Wind energy has been boosted by production tax credits that were worth 2.3 center per kilowatt hour for wind projects started before this year. That credit shrinks to only 80 percent of that value this year, 60 percent next year and 40 percent in 2019.

Chris Lunghino of the Southern Alliance for Clean Energy urged the TVA board Thursday to contract with Clean Line Energy to buy more wind power before the production tax credits are phased out and perhaps discontinued altogether by Republicans in Congress and the White House who are more skeptical about such tax subsidies.

"Today, a combination of market forces and favorable tax policy make clean renewable energy an unprecedented opportunity for locking in low cost clean resources and advancing environmentally favorable energy policy," she said. "We fear this window of opportunity for TVA will close in the coming months due to a changing political landscape."
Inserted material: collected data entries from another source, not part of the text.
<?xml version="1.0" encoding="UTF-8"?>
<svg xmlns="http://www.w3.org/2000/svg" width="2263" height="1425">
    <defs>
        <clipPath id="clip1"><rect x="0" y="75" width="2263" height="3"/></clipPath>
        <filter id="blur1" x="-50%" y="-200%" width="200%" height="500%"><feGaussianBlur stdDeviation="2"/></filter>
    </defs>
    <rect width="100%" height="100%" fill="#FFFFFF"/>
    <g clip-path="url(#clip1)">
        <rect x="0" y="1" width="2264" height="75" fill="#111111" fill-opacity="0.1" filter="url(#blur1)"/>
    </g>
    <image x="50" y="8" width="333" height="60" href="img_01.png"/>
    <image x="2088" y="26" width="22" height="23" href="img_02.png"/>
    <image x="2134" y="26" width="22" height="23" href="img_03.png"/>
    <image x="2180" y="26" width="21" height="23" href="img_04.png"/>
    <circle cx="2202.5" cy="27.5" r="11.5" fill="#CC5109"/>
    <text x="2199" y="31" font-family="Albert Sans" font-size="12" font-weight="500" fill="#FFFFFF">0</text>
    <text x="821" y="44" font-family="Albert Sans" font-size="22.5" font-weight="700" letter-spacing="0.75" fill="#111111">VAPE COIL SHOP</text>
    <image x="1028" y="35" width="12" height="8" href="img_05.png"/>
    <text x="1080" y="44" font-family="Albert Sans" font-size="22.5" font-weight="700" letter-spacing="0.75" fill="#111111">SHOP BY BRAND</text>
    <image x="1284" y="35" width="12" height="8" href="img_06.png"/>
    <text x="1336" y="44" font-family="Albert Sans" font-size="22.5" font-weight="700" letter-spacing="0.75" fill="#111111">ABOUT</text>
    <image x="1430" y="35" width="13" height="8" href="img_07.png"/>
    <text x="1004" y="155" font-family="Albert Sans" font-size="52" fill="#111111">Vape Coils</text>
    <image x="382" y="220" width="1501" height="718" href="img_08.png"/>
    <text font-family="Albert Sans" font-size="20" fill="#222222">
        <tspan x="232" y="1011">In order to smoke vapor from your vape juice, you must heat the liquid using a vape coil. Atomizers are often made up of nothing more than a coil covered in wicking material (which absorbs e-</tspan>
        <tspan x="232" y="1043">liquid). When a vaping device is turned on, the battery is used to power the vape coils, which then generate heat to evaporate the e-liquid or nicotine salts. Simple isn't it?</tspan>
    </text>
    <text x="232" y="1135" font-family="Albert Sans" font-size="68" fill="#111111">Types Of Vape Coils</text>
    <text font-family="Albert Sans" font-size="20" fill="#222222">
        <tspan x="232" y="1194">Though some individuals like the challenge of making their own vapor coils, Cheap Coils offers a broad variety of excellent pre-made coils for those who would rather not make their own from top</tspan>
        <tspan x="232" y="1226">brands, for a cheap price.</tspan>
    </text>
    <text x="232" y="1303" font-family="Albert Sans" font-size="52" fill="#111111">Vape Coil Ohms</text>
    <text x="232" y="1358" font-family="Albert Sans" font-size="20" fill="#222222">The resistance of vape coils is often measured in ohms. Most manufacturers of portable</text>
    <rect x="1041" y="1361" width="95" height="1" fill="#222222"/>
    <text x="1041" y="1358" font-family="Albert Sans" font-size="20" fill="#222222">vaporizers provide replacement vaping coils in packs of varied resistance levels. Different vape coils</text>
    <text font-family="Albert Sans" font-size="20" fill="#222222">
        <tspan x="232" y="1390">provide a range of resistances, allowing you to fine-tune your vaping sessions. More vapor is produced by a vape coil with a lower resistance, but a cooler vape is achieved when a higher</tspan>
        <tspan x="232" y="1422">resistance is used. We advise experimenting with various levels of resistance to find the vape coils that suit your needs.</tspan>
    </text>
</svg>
Lunghino said other Southern utilities in Florida, Georgia and North Carolina are doing more to promote renewable energy than TVA.

But Skelly said Trump's support for major infrastructure improvements could benefit the Clean Line project. Johnson said the decisions to phase out TVA's oldest and dirtiest coal plants have been largely made for economic reasons, not just to meet the requirements of the Clean Power Plan that the Obama administration pushed but which was stayed by the federal courts.

"These decisions (to close John Sevier, Widows Creek, Colbert, Allen and part of Paradise coal plants) were made in 2013 and 2014 before the Clean Power Plan was created.

"Our decisions were made on what was the best way to provide reliable power at the lowest feasible cost rate," Johnson said.